09 Cze 2012, Sob 11:32, PID: 304151
Tomek F. napisał(a):Wkurzyłem się też mocno na to że zawsze dawałem się innym tak łatwo zmanipulować.do teraz tak jest. Nie potrafiłem powiedzieć NIE! Albo powiedzieć w jakiejś sytuacji rozmowy STOP! muszę się chwilę zastanowić w sobie. Tylko dawałem się wciągać w emocje, manipulacje innych(wkręcać). Pamiętam też że gdy się sam zastanowiłem na spokojnie w jakiś sytuacjach, to znajdywałem dobre wyjście,podpowiedź intuicji.Lecz raczej tego nie potrafiłem słuchać.Bardzo dobrze to rozumiem, też tak mam... I też zawsze chciałam to zmienić. Ale ciężko mi uwierzyć, że tak się w ogóle da. Może u niektórych to jest po prostu taki specyficzny, niereformowalny rys charakteru? Bo u innych chyba bardziej działa to tak, że dostaną parę razy po głowie i wytwarza się u nich coś, co nazwałabym zdrowym dystansem. A u mnie - mimo że "milion pięćset sto dziewięćset" razy przekonałam się, że w chyba większości życiowych przypadków nie należy dopuszczać do głosu emocji, nie należy się angażować, współodczuwać ani dawać wkręcać, to i tak zawsze kończy się to tak samo.
Lecz może nie jest za późno aby to zmienić?
A żeby zanadto nie odbiegać od tematu - moje dzieciństwo było świetnym wstępem do tego, żebym teraz mogła zostać DDA. U ojca picie było zazwyczaj weekendowe, w tygodniu pracował i jakoś tam dźwigał tę niewdzięczną rolę męża i ojca.
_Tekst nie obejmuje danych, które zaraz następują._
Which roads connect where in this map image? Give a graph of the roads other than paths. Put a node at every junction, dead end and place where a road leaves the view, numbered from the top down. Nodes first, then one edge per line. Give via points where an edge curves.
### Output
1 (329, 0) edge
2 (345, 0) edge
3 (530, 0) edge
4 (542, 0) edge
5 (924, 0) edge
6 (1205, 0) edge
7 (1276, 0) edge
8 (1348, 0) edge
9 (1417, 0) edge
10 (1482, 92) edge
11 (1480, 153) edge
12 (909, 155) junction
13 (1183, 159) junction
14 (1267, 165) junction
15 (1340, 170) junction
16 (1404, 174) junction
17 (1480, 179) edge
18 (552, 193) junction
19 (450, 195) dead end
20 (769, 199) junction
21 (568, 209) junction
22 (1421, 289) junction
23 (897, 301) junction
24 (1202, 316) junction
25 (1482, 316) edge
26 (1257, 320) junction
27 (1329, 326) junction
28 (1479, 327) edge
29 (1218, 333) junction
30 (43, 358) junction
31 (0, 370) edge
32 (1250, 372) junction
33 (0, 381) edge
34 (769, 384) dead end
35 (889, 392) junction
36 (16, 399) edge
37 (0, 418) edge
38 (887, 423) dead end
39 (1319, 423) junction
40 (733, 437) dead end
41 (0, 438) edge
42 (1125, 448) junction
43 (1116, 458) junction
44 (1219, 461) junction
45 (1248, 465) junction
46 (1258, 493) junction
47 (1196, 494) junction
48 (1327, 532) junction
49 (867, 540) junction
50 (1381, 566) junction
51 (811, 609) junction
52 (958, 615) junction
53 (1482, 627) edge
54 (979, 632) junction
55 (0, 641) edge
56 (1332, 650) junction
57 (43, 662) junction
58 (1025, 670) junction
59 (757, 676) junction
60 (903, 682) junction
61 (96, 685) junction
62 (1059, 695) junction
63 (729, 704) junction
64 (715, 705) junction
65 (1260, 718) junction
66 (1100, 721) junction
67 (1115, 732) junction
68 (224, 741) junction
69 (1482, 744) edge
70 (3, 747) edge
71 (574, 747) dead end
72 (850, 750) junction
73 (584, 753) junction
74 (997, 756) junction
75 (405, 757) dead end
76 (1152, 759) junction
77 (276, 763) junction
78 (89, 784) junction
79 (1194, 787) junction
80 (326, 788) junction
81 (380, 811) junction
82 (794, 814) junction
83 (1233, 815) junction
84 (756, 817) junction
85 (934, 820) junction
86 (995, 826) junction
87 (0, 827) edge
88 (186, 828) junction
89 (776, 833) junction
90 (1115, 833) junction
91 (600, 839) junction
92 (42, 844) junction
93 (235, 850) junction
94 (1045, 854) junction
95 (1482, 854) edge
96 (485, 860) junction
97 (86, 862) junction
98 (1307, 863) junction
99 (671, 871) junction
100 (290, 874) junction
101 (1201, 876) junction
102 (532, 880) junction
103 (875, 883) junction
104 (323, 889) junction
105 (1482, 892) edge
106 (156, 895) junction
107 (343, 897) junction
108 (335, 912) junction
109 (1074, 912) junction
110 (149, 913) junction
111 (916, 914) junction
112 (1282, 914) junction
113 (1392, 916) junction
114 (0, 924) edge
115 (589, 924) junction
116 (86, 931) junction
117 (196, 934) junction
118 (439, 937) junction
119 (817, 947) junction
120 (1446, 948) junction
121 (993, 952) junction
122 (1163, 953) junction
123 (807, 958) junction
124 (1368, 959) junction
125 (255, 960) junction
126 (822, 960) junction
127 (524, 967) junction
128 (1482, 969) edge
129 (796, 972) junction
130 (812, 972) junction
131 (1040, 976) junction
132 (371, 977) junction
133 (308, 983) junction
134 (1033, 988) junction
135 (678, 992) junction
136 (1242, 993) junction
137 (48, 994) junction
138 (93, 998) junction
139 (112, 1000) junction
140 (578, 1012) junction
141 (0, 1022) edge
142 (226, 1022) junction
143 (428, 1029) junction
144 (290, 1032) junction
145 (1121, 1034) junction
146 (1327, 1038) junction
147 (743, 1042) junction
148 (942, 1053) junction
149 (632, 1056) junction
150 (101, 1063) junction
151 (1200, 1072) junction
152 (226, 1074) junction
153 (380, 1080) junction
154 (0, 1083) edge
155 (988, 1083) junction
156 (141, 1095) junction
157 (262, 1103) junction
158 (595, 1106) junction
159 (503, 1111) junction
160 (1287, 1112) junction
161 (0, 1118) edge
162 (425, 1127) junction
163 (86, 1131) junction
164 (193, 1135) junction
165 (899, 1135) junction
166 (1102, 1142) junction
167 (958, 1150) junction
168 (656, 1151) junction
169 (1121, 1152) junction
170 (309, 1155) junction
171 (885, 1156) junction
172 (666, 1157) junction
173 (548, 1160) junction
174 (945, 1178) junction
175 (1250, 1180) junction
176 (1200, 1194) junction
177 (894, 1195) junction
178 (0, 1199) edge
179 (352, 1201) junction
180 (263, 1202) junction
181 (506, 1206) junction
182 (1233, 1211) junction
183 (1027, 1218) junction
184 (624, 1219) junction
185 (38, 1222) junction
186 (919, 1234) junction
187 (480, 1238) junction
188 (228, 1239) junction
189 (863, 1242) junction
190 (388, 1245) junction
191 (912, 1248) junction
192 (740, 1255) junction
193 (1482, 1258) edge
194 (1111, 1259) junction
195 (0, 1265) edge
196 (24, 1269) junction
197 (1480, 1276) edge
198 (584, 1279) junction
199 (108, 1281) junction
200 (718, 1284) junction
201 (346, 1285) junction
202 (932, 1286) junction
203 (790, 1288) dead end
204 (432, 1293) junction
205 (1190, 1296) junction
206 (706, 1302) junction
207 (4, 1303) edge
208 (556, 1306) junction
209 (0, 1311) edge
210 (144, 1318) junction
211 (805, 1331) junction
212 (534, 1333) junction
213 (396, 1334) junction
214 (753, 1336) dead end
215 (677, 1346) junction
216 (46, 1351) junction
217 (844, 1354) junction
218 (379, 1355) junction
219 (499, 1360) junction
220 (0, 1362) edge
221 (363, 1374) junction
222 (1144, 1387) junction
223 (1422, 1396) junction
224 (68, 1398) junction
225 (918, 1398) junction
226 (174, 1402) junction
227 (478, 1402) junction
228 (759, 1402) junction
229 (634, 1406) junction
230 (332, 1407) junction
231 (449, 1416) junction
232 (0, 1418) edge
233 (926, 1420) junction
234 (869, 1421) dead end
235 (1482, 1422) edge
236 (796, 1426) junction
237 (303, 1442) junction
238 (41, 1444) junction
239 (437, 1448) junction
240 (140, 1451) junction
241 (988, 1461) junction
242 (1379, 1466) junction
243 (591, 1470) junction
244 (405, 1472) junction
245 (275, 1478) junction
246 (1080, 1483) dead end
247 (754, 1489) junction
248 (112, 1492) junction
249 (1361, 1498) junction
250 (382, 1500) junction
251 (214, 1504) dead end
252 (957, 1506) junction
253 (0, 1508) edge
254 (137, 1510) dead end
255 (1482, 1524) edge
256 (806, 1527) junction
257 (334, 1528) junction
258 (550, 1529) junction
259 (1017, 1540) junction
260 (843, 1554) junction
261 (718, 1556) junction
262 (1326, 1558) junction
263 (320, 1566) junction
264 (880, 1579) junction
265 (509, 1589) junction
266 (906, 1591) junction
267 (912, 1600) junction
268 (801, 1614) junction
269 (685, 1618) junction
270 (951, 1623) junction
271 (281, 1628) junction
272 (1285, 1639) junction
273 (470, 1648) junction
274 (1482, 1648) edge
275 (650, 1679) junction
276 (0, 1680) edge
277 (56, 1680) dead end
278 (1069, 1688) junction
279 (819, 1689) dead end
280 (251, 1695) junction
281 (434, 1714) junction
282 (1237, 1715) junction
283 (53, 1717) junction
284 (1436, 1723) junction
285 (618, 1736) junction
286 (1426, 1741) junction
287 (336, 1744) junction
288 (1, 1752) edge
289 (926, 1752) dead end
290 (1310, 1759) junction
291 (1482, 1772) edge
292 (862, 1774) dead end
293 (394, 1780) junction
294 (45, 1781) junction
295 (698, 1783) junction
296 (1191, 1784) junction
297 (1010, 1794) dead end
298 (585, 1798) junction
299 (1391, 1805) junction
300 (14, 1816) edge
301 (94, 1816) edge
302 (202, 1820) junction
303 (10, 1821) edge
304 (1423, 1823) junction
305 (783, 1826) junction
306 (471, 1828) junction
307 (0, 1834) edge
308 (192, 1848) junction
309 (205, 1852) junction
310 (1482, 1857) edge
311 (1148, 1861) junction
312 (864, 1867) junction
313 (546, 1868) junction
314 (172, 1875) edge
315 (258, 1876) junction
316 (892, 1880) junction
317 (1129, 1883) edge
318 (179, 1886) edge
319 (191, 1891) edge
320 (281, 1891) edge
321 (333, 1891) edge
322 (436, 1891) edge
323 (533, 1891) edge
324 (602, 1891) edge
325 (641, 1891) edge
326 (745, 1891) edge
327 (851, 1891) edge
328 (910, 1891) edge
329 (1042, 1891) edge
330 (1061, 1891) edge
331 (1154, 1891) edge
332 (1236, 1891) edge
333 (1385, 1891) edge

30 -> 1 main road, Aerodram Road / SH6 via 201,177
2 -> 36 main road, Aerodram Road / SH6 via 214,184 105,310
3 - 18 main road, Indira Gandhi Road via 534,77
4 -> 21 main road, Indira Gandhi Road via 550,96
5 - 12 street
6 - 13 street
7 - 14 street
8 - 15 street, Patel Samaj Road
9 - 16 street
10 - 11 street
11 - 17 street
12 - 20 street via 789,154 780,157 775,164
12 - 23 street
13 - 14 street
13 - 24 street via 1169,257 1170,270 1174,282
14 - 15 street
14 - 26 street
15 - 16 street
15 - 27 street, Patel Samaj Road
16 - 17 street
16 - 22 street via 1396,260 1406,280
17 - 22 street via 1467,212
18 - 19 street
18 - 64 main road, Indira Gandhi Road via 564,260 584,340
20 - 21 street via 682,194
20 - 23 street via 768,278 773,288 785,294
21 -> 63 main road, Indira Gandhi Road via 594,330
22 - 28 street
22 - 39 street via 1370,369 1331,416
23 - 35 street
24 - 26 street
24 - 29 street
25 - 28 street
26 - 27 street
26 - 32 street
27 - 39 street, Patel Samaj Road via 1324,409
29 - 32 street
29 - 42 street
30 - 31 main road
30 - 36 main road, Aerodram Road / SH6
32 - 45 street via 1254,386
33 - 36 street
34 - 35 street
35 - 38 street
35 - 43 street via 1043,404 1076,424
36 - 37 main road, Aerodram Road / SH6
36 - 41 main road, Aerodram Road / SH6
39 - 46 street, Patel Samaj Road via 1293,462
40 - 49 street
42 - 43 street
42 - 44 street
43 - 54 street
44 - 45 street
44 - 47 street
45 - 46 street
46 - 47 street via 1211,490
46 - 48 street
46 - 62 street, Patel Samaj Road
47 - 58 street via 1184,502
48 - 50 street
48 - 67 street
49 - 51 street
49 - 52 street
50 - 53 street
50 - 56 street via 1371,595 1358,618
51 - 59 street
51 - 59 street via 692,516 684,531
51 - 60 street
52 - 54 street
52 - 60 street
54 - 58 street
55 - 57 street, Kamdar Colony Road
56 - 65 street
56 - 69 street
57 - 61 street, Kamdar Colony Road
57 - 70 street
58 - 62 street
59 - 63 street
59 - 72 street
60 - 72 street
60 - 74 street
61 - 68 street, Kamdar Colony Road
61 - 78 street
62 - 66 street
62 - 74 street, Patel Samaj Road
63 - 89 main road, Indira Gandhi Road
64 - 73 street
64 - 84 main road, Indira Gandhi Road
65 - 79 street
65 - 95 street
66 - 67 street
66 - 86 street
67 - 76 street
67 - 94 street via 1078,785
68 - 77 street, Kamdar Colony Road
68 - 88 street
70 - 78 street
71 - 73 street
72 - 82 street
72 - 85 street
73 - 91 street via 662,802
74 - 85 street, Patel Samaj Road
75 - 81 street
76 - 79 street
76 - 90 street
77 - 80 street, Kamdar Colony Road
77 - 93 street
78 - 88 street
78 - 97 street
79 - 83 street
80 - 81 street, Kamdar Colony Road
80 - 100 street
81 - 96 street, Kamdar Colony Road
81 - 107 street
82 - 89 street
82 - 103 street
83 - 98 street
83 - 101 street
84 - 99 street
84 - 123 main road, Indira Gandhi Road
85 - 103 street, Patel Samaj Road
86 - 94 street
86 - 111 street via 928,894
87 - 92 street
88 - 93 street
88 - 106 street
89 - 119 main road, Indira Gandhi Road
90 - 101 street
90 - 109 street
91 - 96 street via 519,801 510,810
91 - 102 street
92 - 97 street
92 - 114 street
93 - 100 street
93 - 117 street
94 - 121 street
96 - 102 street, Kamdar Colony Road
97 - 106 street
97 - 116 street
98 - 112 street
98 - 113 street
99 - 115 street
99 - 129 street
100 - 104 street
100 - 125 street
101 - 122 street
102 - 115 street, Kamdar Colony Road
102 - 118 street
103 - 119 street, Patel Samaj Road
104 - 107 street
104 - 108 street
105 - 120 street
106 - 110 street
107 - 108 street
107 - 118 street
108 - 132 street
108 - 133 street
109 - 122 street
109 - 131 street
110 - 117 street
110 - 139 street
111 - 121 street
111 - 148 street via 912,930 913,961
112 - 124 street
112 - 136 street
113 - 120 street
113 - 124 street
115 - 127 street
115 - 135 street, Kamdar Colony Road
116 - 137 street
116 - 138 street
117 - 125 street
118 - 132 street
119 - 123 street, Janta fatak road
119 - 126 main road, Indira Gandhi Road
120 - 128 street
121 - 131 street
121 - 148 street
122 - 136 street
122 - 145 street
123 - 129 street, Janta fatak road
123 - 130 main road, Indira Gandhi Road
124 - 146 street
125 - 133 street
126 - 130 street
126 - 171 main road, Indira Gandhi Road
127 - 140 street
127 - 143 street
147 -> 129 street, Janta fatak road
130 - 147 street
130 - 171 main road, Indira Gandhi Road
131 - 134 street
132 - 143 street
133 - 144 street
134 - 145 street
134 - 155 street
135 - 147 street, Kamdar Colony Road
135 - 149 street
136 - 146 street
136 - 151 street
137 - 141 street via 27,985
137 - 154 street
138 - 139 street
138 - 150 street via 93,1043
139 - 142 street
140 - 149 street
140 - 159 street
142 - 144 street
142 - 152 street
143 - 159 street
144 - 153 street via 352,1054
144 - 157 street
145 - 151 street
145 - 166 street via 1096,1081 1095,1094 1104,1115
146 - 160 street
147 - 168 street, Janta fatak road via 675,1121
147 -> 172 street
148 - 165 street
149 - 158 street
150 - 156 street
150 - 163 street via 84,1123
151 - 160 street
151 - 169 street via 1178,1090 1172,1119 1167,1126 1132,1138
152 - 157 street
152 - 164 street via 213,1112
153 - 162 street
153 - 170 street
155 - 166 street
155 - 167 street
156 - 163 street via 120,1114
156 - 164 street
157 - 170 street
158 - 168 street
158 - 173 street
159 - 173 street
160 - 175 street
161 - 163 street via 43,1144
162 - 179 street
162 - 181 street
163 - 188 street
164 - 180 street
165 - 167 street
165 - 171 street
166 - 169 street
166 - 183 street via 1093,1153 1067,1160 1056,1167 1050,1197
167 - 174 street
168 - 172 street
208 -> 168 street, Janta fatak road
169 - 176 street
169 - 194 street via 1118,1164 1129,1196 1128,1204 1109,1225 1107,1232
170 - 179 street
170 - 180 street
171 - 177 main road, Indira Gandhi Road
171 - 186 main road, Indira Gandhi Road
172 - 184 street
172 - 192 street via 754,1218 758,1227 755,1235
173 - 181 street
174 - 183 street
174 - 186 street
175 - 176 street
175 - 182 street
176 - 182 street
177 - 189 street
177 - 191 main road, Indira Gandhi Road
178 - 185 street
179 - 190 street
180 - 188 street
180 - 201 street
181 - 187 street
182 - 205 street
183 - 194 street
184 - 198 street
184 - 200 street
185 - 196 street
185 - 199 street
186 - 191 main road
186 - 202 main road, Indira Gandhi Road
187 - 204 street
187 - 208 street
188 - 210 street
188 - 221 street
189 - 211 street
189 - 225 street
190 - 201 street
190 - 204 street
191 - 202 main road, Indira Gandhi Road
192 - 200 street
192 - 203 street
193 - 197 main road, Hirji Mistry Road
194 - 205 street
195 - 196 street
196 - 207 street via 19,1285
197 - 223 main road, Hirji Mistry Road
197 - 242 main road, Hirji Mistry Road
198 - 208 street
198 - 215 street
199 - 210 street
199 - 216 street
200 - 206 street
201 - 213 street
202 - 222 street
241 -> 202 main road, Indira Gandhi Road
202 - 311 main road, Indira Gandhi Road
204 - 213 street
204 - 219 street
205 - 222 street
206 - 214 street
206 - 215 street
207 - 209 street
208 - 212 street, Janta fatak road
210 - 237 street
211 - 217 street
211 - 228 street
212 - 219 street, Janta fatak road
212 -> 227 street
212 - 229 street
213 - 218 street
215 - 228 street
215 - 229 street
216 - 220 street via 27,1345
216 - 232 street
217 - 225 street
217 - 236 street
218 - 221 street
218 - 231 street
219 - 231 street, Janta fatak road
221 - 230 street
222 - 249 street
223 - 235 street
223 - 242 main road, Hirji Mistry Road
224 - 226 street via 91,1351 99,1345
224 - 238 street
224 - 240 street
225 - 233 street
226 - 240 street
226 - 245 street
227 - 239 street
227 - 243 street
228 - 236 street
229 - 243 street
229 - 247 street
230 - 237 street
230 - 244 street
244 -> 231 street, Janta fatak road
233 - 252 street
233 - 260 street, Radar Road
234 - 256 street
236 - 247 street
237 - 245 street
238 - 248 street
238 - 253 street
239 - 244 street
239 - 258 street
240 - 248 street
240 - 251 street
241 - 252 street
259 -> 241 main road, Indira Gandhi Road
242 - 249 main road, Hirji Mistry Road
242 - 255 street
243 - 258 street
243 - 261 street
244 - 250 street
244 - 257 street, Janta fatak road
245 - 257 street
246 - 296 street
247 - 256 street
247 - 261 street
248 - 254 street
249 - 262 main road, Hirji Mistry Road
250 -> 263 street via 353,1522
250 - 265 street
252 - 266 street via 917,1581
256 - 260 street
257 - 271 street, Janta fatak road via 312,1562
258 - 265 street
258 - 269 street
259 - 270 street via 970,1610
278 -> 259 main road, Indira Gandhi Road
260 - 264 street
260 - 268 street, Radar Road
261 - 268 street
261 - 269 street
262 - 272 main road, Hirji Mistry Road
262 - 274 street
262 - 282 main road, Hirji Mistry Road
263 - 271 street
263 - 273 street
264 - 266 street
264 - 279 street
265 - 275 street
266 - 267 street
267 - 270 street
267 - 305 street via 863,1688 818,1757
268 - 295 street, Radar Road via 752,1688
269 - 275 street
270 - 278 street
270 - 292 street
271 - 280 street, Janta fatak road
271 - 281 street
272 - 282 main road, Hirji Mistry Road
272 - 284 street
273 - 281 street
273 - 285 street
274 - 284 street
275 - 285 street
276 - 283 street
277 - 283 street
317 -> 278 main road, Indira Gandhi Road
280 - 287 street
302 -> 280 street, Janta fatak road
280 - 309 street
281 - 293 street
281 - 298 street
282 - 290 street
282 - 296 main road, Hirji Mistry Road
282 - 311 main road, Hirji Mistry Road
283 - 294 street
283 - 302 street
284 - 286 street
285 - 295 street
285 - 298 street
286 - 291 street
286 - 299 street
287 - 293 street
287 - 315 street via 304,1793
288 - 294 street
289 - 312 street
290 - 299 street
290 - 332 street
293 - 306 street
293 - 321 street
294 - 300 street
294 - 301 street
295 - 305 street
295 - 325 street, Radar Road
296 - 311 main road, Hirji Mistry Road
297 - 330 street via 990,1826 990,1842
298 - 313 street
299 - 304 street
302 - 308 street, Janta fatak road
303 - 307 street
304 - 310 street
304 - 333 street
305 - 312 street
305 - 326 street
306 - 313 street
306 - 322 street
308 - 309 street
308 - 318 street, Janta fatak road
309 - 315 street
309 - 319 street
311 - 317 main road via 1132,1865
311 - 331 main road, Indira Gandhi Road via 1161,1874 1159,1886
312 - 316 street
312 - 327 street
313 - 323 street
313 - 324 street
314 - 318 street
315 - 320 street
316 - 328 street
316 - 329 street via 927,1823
Ale nigdy nie zapomnę tych awantur i krzyków, tego, że musiałam zostawać z nim sama, kiedy moja mama była akurat w pracy i bardzo się wtedy bałam; tego, że czasem musiałyśmy wychodzić z domu, kiedy zanadto się nakręcał. Dziś jest już inny, pije naprawdę okazyjnie (zdrowie też zaczęło dawać o sobie znać) i nie urządza już takich burd, choć część dawnej wybuchowości jednak w nim pozostała. A mnie przez naprawdę wiele lat wydawało się, że z tamtymi wspomnieniami sobie poradziłam, że nie będą miały wpływu na moje dalsze życie. Nieprawda. Teraz to wszystko do mnie wraca i chyba muszę pogodzić się z tym, że nie obejdzie się bez terapii dla DDA lub pomocy lekarskiej. I całkiem poważnie uważam, że gdyby nie właśnie takie dzieciństwo, to i phobiasocialis być może nie doszłaby do głosu.